Balance of Payments Flashcards
(13 cards)
what’s the case for floating exchange rate systems?
- less need for currency reserves for use in intervention
- useful instrument of macroeconomic adjustment
- provides partial “automatic correction” for a trade deficit by changing the relative prices of exports and imports
freedom for domestic monetary policy (greater freedom to set interest rates for domestic economic aims and gives policy makers another tool of policy which can be used especially if other instruments of policy are not working as well as hoped)
case for fixed exchanges
- stability and certainty- helpful for trade and capital investment
- some flexibility (occasional devaluation or revaluation of currency)
- reductions in costs of currency hedging for businesses
- fixed rate provides a discipline on domestic producers to keep costs down and to become more productive
- reinforces gain in comparative advantage (if a country has a fixed rate with another, then differences in relative costs will easily be reflected in changes in the rate of growth and imports)
benefits of a cheaper currency
- competitive boost to export sector and industries facing import competition
- increase in the value of investment income from overseas assets
- higher value of subsidies from overseas
- possible multiplier and accelerator effects
- helps to rebalance the economy
- currency depreciation acts as a partial automatic stabiliser for economy
risks from a falling currency
- inflationary effects from higher import prices (cost push)
- weak currency may deter foreign investors
- risks for those who have borrowed in a foreign currency
- low elasticity of demand may limit the impact of currency depreciation on the trade balance and export volume
- currency devaluation does not turn around what might be long term supply side policy weaknesses in the economy
how could a floating exchange rate be a useful instrument of macroeconomic adjustment?
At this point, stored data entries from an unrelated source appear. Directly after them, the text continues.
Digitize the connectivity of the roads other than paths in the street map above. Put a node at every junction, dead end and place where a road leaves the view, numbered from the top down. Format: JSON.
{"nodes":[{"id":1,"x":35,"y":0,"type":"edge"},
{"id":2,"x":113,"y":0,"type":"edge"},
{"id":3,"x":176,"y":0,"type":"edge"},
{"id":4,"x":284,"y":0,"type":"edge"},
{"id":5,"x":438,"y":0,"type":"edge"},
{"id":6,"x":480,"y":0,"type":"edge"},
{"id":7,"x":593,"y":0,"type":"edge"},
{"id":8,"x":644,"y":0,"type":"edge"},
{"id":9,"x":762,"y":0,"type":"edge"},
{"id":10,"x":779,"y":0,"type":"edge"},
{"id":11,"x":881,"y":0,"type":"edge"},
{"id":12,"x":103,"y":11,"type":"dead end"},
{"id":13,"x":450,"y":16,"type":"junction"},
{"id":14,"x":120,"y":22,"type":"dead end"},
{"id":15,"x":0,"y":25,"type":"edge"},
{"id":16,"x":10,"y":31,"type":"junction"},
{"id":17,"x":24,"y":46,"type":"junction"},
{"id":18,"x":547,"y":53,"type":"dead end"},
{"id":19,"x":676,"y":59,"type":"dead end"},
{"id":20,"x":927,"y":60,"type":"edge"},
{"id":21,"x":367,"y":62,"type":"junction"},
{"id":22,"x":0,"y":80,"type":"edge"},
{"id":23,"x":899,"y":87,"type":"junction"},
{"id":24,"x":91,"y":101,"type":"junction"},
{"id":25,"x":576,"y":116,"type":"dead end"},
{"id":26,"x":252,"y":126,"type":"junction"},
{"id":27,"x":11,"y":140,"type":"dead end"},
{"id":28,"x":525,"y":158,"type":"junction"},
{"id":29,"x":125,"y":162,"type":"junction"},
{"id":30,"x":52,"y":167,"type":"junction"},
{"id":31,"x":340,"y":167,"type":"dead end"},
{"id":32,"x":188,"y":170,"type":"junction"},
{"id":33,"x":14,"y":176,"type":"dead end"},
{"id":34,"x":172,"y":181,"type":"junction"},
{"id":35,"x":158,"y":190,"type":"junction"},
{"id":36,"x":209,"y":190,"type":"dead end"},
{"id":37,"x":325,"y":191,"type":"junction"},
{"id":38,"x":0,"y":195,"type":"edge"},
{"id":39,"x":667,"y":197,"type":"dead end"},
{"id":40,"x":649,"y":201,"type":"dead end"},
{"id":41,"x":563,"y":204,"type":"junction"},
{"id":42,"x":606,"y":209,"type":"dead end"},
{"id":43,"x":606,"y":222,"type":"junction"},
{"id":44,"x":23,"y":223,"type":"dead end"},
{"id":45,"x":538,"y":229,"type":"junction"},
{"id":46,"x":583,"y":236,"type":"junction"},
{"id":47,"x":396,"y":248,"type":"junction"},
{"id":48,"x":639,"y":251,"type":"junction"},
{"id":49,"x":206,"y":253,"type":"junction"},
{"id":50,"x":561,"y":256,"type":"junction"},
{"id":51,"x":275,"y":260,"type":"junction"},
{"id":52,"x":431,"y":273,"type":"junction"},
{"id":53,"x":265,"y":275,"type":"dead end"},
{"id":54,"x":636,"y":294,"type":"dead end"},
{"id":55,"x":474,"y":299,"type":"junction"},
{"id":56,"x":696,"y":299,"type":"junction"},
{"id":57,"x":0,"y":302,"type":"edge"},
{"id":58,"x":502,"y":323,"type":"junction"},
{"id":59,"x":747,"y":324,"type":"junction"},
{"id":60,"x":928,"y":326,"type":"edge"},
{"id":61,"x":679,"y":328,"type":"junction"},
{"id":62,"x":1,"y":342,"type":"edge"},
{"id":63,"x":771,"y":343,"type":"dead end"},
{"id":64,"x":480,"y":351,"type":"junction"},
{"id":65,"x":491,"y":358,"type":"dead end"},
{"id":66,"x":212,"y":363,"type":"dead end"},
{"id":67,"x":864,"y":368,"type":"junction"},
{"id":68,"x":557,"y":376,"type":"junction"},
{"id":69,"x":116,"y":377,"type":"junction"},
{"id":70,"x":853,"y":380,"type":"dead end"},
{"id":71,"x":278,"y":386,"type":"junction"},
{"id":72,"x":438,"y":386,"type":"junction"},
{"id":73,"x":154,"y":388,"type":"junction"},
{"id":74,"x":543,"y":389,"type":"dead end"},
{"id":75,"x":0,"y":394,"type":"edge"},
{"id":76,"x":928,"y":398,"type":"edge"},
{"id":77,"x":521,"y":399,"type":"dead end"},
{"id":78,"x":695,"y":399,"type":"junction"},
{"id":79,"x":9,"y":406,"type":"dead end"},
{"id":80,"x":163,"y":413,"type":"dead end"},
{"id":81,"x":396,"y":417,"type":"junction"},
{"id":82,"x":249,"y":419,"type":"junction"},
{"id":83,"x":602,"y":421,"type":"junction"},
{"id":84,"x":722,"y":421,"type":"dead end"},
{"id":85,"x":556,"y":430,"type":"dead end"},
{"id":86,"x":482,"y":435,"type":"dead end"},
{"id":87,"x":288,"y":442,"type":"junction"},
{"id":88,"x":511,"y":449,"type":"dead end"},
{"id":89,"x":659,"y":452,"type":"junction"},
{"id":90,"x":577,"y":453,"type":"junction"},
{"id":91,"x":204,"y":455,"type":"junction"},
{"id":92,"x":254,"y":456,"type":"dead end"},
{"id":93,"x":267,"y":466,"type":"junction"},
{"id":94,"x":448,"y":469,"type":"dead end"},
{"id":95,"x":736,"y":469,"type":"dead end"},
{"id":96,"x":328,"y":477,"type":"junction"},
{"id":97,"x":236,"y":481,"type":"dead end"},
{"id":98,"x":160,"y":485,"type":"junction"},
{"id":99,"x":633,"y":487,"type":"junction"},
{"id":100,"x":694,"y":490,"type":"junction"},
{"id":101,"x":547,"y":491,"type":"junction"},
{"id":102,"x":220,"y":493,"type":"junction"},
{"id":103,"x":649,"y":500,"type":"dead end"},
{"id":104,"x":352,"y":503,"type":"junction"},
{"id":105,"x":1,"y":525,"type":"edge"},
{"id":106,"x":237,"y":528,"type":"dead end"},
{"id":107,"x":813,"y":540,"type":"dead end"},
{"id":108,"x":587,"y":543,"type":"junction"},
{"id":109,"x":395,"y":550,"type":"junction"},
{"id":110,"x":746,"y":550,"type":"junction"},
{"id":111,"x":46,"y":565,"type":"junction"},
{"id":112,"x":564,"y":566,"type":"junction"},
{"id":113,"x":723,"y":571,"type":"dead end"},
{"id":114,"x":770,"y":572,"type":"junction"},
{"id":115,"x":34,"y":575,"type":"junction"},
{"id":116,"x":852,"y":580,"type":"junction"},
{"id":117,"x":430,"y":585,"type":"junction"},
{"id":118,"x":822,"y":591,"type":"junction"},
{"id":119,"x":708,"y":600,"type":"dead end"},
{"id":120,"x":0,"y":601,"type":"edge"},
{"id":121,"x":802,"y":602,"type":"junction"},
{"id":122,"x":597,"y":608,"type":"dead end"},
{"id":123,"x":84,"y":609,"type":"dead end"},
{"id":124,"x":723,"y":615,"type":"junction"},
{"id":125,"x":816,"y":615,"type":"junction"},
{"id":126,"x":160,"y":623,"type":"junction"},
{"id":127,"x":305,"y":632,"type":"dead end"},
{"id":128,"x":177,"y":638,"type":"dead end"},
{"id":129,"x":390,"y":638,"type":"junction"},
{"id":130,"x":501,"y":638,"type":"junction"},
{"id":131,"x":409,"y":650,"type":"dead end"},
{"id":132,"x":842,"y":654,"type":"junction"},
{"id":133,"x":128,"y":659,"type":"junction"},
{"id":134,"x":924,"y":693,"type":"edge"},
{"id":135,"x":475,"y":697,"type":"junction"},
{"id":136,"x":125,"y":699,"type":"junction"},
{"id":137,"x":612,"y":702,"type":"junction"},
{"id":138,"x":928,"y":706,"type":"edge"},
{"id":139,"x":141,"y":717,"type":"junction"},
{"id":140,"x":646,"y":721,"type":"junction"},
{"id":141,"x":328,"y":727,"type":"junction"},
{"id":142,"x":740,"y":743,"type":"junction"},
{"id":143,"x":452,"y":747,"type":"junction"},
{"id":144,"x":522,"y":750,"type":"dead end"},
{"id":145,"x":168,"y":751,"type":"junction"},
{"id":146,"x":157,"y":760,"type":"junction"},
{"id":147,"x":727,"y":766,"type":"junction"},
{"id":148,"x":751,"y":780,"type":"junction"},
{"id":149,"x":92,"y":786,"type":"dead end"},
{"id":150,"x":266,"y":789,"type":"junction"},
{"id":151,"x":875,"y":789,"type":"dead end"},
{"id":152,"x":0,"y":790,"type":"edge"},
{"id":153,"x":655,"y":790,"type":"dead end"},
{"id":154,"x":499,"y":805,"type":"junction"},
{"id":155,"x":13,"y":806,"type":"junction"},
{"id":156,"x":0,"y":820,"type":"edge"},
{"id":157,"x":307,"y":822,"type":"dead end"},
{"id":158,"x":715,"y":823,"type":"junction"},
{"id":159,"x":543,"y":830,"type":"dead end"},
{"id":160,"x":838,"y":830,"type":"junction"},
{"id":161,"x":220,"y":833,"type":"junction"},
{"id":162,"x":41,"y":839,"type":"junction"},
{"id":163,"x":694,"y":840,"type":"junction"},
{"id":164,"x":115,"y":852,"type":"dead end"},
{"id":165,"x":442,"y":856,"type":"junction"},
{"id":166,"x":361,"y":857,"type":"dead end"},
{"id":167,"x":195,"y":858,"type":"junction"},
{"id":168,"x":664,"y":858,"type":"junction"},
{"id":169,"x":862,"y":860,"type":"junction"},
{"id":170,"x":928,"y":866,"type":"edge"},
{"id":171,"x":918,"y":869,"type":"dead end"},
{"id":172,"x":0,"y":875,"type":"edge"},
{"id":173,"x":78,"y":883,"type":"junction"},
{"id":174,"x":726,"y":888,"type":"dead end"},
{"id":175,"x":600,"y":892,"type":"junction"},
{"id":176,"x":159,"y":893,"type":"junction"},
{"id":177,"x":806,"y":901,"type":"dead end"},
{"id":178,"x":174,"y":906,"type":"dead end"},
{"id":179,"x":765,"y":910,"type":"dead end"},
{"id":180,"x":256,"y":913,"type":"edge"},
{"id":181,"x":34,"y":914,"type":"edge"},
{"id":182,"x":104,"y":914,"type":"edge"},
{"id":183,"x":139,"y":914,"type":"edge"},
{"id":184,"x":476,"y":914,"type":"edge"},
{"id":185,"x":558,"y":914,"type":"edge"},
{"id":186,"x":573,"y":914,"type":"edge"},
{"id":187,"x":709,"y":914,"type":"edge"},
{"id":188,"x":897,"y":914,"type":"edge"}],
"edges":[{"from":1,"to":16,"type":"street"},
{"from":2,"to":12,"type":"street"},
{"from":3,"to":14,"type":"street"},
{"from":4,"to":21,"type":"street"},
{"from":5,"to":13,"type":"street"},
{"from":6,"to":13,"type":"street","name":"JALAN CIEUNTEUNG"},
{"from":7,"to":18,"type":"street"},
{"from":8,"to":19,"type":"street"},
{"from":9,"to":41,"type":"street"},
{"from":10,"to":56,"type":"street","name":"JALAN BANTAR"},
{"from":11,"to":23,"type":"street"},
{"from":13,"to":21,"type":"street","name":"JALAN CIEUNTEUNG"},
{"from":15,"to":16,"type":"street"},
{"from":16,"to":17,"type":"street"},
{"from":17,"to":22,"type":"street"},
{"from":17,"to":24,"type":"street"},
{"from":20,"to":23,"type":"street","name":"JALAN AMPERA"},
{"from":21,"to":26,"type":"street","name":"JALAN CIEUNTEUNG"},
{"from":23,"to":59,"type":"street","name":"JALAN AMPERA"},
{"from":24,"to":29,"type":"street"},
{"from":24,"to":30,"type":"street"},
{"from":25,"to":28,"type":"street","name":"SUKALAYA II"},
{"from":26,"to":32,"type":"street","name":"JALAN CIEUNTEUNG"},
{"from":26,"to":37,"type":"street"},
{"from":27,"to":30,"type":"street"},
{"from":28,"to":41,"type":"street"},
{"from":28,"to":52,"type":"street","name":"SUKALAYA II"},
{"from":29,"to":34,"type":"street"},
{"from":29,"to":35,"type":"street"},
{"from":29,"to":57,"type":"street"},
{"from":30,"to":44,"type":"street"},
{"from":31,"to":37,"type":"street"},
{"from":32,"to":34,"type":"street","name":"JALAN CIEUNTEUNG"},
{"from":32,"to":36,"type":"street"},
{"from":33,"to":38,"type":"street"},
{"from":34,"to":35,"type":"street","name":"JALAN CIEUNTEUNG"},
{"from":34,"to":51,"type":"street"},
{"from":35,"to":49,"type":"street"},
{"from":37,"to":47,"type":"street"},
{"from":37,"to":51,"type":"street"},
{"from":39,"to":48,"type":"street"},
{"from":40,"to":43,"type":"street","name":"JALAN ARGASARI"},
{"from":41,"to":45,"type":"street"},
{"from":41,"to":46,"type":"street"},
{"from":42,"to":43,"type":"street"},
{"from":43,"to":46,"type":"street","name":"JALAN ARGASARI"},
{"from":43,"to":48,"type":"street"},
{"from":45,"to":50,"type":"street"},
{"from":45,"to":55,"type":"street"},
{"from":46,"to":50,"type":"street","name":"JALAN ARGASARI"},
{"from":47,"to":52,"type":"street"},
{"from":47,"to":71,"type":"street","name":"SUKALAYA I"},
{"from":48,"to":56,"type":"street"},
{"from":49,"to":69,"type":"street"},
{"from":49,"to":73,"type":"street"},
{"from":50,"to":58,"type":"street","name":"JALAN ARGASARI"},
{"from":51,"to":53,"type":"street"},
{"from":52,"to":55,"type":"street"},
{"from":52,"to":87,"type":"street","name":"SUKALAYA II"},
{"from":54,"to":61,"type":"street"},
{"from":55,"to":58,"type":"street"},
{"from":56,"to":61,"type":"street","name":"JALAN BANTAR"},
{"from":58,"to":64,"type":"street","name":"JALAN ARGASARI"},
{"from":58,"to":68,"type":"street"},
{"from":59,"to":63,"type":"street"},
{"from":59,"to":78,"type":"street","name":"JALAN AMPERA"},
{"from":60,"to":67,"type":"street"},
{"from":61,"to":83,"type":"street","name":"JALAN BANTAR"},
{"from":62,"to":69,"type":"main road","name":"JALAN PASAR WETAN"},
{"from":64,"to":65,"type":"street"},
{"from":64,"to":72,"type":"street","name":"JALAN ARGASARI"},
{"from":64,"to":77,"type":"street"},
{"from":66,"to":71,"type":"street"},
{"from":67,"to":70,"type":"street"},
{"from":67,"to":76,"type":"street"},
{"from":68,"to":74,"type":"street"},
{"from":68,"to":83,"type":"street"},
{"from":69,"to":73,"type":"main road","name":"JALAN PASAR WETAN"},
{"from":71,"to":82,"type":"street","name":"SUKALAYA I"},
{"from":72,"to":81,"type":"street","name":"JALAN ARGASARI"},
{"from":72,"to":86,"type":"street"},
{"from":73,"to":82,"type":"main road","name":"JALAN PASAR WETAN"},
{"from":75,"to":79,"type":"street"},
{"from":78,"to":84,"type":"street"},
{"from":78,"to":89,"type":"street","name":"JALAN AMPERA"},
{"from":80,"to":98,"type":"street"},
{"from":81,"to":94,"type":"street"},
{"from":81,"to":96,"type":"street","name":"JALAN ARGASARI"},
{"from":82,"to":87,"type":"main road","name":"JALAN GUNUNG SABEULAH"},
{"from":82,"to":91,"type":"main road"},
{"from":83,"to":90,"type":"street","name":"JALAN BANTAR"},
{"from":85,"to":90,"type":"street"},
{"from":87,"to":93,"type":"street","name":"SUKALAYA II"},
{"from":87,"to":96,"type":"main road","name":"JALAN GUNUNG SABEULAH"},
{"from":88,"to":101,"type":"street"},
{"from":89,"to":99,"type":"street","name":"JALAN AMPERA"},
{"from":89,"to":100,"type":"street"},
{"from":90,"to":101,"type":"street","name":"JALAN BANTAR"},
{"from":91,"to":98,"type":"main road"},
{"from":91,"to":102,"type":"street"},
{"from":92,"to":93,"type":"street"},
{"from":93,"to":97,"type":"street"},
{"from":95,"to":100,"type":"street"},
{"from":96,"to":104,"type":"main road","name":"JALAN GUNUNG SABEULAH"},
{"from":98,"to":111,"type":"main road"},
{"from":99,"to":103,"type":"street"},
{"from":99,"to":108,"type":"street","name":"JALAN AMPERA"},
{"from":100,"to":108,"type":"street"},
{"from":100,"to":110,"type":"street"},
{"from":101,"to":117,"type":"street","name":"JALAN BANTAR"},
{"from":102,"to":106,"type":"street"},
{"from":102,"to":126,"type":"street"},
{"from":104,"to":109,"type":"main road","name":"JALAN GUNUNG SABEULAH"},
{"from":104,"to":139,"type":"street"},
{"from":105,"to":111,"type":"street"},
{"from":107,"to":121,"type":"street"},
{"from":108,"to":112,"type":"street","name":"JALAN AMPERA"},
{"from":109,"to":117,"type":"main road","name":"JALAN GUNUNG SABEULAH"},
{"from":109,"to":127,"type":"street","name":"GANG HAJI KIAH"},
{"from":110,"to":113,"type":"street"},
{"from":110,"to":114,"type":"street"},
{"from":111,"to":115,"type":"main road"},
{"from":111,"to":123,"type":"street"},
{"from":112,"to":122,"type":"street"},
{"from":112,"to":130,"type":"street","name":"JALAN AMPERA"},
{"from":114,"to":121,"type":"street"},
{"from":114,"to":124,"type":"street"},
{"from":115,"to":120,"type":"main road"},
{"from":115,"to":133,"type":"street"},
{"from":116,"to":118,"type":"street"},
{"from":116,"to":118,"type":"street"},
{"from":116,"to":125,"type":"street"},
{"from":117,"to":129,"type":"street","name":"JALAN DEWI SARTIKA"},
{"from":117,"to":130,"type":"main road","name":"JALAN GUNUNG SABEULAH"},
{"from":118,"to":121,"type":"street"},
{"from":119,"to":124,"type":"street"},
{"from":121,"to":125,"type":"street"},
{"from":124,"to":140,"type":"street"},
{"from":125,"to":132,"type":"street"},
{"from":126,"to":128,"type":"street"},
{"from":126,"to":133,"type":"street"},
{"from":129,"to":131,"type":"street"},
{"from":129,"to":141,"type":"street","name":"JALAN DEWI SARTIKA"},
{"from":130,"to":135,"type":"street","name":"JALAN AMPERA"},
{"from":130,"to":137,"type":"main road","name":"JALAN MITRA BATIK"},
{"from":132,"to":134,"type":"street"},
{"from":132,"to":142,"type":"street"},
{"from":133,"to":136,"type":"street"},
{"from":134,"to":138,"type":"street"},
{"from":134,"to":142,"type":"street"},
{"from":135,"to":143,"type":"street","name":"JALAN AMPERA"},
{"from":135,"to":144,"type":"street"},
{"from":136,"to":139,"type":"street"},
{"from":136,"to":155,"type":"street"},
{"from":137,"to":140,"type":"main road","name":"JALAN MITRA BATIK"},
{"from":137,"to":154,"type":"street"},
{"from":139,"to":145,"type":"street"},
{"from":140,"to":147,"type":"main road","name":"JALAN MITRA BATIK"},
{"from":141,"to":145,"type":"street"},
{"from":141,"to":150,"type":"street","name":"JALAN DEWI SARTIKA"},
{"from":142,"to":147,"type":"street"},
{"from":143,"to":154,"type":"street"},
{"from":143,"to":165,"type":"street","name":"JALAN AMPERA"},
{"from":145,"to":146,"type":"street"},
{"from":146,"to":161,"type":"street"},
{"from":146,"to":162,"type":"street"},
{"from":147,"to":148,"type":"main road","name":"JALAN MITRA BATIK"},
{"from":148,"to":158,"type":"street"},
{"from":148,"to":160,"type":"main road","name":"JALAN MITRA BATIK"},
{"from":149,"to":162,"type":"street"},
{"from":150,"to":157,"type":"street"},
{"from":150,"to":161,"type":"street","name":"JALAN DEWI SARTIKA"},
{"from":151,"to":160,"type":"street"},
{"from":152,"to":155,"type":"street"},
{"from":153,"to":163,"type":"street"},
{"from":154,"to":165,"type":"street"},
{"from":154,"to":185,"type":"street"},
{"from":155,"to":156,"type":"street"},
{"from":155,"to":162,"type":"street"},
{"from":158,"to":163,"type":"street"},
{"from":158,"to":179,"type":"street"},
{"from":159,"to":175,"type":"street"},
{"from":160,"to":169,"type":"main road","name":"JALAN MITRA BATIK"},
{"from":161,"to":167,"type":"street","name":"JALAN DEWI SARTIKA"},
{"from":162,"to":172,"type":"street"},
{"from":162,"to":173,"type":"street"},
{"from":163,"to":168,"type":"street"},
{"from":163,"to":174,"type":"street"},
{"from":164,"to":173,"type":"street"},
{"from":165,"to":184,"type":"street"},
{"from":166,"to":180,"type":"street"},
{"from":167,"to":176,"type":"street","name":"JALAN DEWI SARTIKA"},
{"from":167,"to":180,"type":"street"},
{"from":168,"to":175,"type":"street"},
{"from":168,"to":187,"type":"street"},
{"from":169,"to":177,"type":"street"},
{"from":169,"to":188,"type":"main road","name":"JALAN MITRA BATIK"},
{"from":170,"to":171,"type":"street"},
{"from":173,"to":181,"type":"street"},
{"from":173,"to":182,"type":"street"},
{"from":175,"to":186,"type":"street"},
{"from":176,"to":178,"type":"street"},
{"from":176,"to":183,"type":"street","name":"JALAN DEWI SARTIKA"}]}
- lower currency can stimulate aggregate demand
- sterling’s depreciation may have helped limit the scale of recession
- appreciation against the US dollar was helpful when world oil prices were very high
how could a floating exchange rate allow freedom for domestic monetary policy?
- allows countries greater freedom to set interest rates for domestic economic aims
- it gives policy makers another tool of policy which can be useful especially if other instruments of policy are not working as well as hoped
how does a cheaper currency give a compensation to export sector and industries facing export competition?
- improved profitability of exporting
- relative price of imports rises
- impact depends on overseas PED for UK exports and domestics PED for imports
- and whether export industries have sufficient capacity/flexibility
how can a falling currency create inflationary effects from higher import prices?
- higher import prices for raw materials, food and energy
- imported capital technology becomes more expensive
- possible second round effects on wages
- weaker currency increases import prices and thus worsens terms of trade
how could a weaker currency deter foreign investors?
- harder for the government to find foreign purchasers of sovereign debt
- may require higher bond yields - increases cost of servicing debt
- greater risk of capital flight
what is a pegged exchange rate system?
linked to a basket of other currencies
what is a semi fixed exchange rate?
like fixed but the exchange rate can fluctuate within a band
What are the consequences of a current account deficit?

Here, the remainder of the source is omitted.